New Partnership Liability and Disguised Sale Regulations
- Final, temporary and proposed regulations issued on October 5, 2016, address complex rules dealing with partnership disguised sales and debt allocation rules under Sections 707 and 752 of the Internal Revenue Code.
- Bottom-dollar guarantees used in certain tax-deferred leveraged partnership transactions are no longer effective and all partnership liabilities must be treated effectively as “nonrecourse” for disguised sale purposes.
- Partners and partnerships should carefully evaluate the impact these regulations may have on existing partnership arrangements and future investment structures.
On October 5, 2016, the Treasury Department and the Internal Revenue Service (IRS) issued final, temporary and proposed regulations under Sections 704, 707 and 752 (the “New Regulations”),1 relating to the partnership disguised sales and debt allocation rules. These New Regulations will have a significant impact on the partnership industry because they limit the ways that certain cash distributions can be made to partners without incurring a current income tax (often in the context of leveraged partnership transactions).

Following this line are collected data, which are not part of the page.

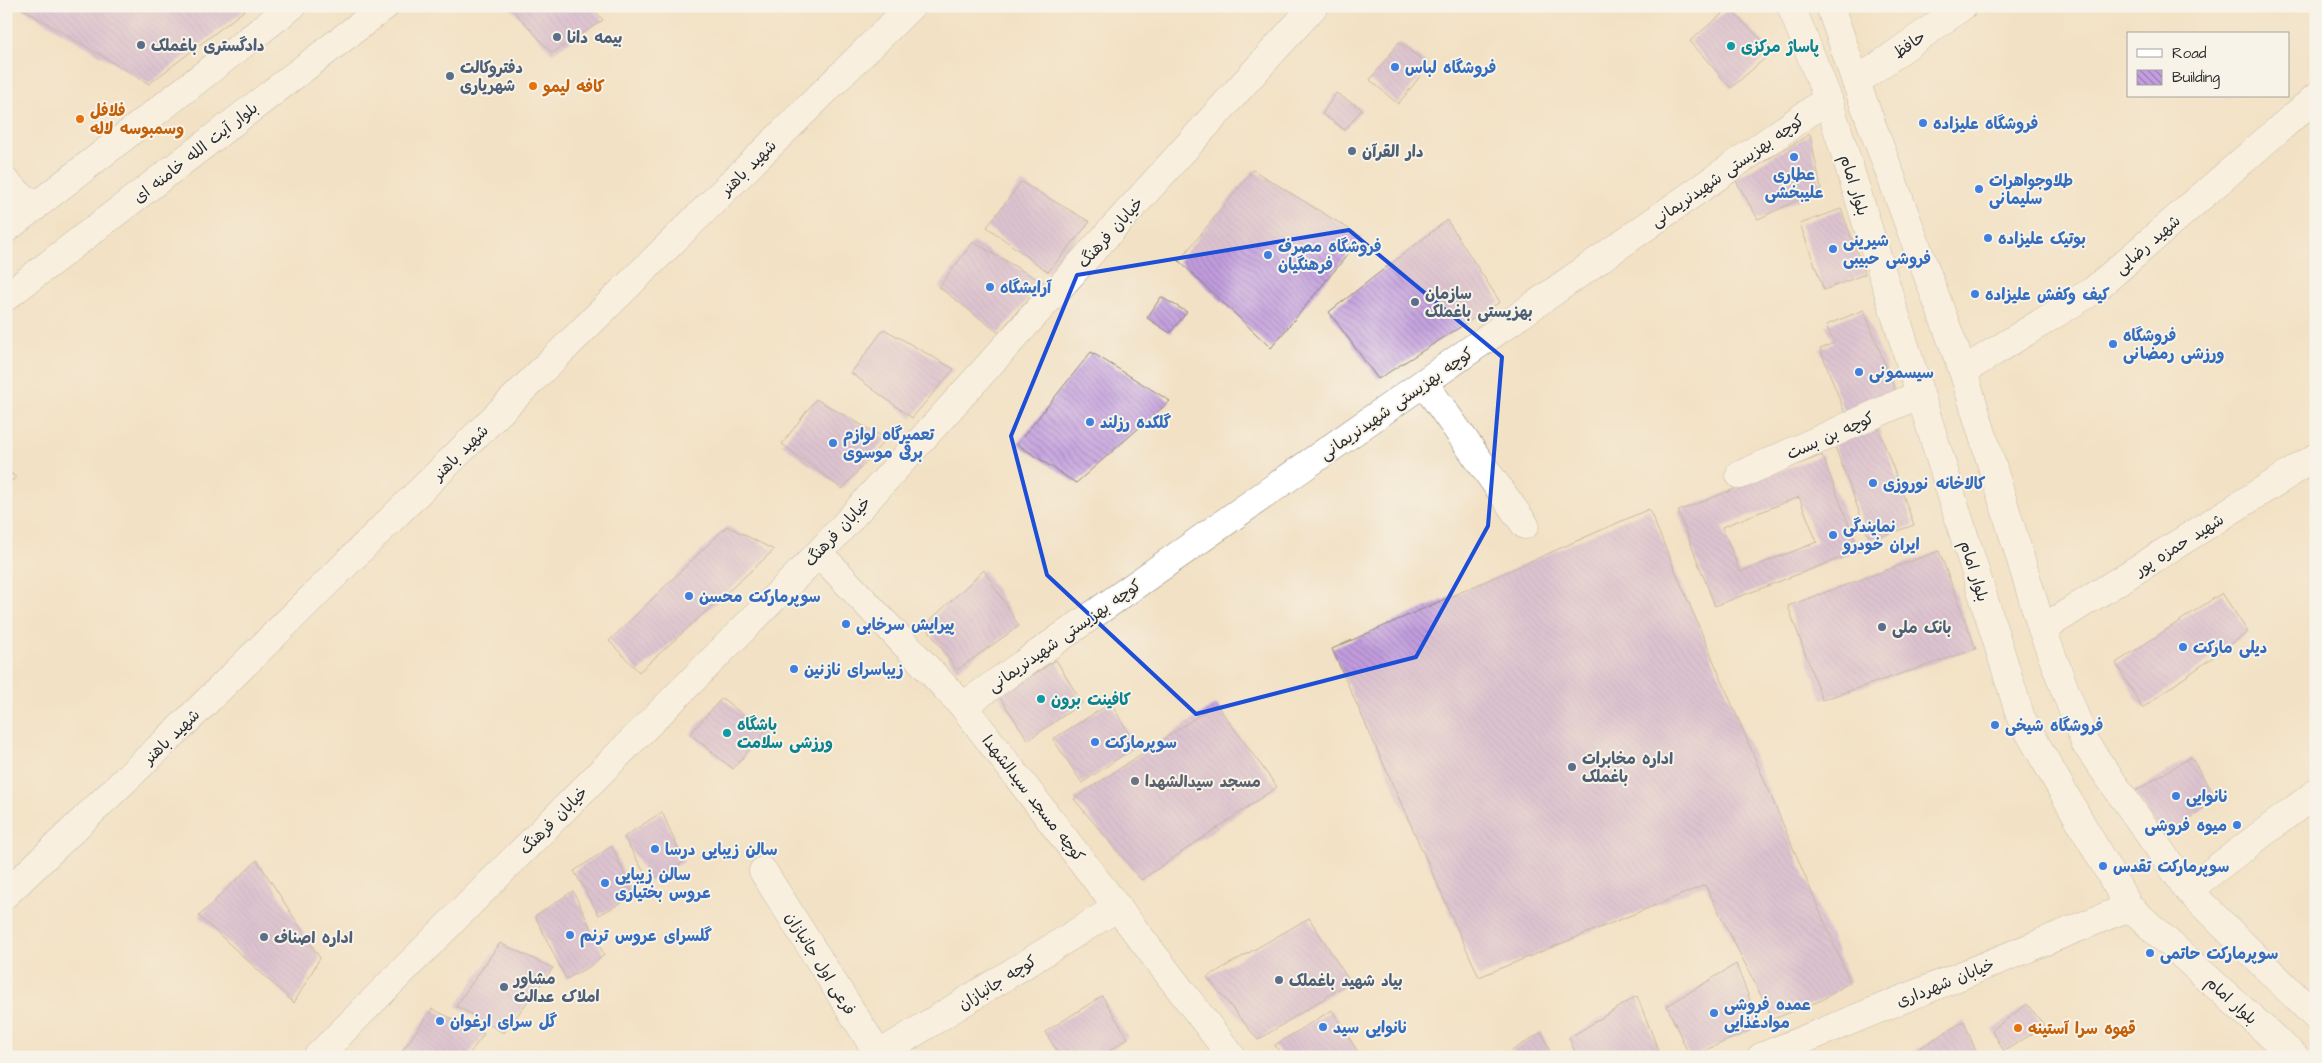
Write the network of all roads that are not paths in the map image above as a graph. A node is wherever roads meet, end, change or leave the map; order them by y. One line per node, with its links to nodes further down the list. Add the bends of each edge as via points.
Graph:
1 (292, 6): 12 (street)
2 (385, 6): 14 (street, بلوار آیت الله خامنه ای)
3 (911, 6): 27 (street, شهید باهنر, via 191,717)
4 (1314, 6): 21 (street, خیابان فرهنگ)
5 (1791, 6): 10 (street, بلوار امام)
6 (1830, 6): 8 (street)
7 (1963, 6): 8 (street, حافظ)
8 (1856, 82): 15 (street)
9 (2316, 96): 15 (street, شهید رضایی, via 2094,290)
10 (1828, 99): 16 (street, کوچه بهزیستی شهیدنریمانی); 17 (street, بلوار امام)
11 (6, 182): 12 (street)
12 (34, 208): 13 (street)
13 (6, 229)
14 (6, 297)
15 (1963, 371): 22 (street)
16 (1424, 383): 20 (street); 23 (street, کوچه بهزیستی شهیدنریمانی)
17 (1920, 394): 19 (street, کوچه بن بست); 29 (street, بلوار امام, via 2021,718)
18 (2316, 457): 22 (street, شهید حمزه پور)
19 (1740, 475)
20 (1525, 526)
21 (819, 552): 23 (street, کوچه مسجد سیدالشهدا); 32 (street, خیابان فرهنگ)
22 (2042, 629): 26 (street, via 2085,743)
23 (963, 706): 28 (street, کوچه مسجد سیدالشهدا)
24 (2316, 793): 26 (street)
25 (763, 871): 31 (street, فرعی اول جانبازان)
26 (2188, 890): 30 (street)
27 (6, 894)
28 (1118, 907): 31 (street, کوچه جانبازان); 33 (street, کوچه مسجد سیدالشهدا)
29 (2129, 907): 34 (street, خیابان شهرداری); 35 (street, بلوار امام)
30 (2316, 1017)
31 (877, 1056)
32 (317, 1057)
33 (1232, 1057)
34 (1761, 1057)
35 (2295, 1057)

The new guidance also eliminates the partners’ ability to use certain guarantees and indemnity arrangements to enhance their tax basis in order to deduct partnership losses or to shelter gain on a contribution of property or a partnership interest where the contributing partner’s share of partnership liabilities exceeds his tax basis in the partnership interest. In the case of publicly traded partnerships (known as “MLPs”), a sponsor’s commonly-employed strategy to monetize appreciated properties on a tax-deferred basis, either upon formation of the MLP or in subsequent dropdown transactions, will be severely restricted by these new rules. Partnerships and partners are advised to consider the impact of these changes made by the New Regulations on existing partnerships, as well as future investment structures.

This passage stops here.